- **WHAT TO PRODUCE**: Using the records that follow, copy every line containing the word "mouth".
----- INPUT RECORDS -----
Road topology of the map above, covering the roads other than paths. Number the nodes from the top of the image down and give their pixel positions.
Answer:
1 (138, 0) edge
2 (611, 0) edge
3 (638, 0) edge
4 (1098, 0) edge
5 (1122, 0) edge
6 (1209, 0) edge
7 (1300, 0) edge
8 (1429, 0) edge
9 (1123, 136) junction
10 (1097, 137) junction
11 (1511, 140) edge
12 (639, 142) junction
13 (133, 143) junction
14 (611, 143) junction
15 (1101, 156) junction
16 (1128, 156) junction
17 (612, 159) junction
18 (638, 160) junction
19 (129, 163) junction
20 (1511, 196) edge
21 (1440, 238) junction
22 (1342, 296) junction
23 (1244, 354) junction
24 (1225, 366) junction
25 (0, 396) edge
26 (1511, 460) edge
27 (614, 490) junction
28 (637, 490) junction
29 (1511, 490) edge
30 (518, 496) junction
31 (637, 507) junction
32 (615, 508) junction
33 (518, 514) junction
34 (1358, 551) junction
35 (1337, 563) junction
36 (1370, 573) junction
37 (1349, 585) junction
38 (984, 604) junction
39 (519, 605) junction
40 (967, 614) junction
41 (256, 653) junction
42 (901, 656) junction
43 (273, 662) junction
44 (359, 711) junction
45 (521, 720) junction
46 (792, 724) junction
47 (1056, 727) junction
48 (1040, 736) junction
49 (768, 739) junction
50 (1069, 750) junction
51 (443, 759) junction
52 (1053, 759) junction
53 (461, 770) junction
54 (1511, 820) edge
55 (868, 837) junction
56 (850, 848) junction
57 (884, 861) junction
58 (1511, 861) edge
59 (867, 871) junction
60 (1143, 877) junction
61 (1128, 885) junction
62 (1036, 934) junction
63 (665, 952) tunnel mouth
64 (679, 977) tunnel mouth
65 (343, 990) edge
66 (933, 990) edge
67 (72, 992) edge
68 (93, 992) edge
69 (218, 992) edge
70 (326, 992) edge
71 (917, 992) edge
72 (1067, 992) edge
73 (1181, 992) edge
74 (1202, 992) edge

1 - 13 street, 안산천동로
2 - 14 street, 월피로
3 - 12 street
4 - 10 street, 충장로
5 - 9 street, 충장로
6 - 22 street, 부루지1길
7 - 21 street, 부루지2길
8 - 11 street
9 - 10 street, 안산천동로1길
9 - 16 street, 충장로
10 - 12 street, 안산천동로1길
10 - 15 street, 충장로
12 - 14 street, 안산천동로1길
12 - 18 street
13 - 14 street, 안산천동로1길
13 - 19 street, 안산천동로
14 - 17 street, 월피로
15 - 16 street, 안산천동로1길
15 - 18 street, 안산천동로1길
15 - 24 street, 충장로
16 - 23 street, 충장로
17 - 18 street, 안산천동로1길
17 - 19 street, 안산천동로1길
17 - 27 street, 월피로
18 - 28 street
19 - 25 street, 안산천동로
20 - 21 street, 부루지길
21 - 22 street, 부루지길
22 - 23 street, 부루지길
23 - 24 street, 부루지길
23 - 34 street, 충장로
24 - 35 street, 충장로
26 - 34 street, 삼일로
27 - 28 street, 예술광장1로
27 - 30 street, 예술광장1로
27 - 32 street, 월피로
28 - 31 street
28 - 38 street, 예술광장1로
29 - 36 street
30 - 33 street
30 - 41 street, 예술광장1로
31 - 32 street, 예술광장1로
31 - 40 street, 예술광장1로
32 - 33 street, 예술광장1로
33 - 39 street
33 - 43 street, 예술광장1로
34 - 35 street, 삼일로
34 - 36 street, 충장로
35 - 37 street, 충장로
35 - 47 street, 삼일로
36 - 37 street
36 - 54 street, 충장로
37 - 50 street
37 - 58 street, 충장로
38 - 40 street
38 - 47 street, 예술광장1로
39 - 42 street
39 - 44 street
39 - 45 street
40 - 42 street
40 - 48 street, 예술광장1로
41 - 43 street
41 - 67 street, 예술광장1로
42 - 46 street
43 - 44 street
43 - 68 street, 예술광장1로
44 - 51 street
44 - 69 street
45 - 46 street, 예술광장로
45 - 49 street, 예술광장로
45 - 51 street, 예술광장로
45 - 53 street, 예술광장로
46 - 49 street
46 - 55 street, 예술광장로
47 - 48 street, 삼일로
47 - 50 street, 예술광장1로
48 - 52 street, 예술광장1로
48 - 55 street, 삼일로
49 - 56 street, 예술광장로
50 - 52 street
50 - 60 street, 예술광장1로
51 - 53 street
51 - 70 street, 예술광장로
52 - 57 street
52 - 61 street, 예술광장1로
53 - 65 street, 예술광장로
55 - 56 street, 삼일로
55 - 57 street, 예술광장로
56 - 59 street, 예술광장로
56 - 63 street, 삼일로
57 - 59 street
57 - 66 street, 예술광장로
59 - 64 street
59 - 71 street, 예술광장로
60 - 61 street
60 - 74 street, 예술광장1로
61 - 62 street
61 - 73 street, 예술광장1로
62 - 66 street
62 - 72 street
-----
- **RESULT FOR THIS TASK**:
63 (665, 952) tunnel mouth
64 (679, 977) tunnel mouth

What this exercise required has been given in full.